WHAT TO PRODUCE: Counting every line in the entries below where the word "Louisiana" occurs, report how many there are. Give only that number.
*** Begin section ***
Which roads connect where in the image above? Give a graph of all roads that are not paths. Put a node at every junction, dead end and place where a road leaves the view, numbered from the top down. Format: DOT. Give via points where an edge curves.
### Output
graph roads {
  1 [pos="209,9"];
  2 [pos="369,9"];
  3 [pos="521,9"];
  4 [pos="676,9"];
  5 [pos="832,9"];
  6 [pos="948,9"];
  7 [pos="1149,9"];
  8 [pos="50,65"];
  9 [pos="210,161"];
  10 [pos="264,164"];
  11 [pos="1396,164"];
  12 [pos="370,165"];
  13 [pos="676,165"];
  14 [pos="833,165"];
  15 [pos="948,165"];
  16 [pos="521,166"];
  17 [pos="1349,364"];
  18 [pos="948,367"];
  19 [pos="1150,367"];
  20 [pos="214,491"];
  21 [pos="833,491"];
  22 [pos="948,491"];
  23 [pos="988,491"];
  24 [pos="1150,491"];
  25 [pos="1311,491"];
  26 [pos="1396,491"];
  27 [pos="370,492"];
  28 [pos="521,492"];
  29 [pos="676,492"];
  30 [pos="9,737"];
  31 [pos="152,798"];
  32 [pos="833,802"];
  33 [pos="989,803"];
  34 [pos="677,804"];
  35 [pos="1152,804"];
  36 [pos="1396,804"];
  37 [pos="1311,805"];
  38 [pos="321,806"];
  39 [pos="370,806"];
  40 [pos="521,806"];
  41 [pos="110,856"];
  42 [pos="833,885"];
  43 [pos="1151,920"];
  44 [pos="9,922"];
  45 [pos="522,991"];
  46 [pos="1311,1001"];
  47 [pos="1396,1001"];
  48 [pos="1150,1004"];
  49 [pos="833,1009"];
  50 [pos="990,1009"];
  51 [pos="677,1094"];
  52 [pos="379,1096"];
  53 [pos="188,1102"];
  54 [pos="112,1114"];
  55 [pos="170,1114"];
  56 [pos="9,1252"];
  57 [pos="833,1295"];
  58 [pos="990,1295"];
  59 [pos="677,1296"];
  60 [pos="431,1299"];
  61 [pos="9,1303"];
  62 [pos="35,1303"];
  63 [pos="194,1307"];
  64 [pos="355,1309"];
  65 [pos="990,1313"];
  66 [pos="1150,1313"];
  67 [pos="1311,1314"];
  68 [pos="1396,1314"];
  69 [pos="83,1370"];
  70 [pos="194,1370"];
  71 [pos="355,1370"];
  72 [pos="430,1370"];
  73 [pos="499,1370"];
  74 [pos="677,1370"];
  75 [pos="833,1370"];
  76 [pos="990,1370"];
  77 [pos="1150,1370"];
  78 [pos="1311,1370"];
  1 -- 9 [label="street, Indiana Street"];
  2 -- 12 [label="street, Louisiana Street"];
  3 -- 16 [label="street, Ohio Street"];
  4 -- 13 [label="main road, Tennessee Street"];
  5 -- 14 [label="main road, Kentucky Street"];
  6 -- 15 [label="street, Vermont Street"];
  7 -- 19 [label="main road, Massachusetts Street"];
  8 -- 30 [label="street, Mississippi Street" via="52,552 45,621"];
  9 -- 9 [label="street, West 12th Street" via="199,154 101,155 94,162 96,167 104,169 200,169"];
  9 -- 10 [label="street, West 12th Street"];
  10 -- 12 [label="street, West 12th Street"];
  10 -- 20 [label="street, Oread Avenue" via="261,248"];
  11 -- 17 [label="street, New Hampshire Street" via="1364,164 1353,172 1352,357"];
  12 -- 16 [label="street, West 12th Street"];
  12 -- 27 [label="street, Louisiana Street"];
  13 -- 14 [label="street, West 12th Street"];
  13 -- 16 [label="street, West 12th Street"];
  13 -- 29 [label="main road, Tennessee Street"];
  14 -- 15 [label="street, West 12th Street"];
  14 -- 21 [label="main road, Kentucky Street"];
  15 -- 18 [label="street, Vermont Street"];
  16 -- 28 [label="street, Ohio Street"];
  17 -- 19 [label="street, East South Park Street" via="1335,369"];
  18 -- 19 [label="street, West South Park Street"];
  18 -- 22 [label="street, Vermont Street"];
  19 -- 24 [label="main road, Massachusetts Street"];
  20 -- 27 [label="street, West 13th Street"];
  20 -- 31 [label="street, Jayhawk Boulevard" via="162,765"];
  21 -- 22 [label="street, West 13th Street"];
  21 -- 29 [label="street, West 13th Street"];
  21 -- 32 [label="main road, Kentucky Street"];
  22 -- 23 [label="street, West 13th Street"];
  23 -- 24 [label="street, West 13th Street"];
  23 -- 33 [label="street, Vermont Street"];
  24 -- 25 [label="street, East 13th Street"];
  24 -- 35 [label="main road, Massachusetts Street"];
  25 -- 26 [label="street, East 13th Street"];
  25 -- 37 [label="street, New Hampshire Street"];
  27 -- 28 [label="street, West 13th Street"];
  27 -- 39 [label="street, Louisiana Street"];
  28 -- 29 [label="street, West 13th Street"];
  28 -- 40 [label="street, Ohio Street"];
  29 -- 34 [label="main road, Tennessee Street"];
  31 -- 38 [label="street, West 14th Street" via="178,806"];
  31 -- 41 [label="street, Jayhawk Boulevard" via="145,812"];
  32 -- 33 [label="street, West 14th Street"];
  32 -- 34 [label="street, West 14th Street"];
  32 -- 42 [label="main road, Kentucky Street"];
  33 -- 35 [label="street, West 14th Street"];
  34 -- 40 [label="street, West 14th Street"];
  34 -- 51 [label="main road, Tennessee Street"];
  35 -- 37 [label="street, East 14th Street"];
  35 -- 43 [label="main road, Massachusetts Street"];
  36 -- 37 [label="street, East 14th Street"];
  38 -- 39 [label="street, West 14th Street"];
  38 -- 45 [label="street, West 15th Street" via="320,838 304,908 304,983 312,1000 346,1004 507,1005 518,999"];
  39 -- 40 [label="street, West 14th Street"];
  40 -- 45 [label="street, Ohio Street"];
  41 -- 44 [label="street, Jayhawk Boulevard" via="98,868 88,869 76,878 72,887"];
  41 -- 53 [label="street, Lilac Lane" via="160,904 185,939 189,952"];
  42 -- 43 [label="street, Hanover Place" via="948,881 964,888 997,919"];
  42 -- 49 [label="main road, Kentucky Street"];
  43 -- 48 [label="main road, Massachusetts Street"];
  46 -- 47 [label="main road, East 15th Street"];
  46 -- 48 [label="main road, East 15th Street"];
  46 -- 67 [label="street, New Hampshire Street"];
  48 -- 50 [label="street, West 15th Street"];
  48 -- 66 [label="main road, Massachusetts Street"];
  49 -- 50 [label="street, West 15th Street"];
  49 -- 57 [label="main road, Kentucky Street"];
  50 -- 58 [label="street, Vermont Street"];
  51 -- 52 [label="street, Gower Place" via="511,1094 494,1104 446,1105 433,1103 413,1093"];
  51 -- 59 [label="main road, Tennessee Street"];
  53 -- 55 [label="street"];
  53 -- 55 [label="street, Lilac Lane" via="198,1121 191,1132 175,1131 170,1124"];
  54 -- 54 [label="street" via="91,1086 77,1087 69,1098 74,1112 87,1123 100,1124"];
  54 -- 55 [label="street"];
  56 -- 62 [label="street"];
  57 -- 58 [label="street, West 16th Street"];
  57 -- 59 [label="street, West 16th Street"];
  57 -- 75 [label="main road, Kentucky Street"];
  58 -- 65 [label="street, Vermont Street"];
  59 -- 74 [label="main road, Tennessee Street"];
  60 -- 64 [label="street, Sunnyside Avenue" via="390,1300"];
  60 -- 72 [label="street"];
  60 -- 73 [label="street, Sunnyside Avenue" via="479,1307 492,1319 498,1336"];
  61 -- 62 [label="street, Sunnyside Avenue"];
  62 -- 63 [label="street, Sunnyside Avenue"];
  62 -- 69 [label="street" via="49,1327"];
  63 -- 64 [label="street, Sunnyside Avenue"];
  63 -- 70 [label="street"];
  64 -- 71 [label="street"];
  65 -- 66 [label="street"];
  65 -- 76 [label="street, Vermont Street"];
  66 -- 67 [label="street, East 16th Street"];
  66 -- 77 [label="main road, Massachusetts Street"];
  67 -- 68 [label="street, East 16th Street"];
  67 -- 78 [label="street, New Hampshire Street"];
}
*** End section ***
RESPONSE: 3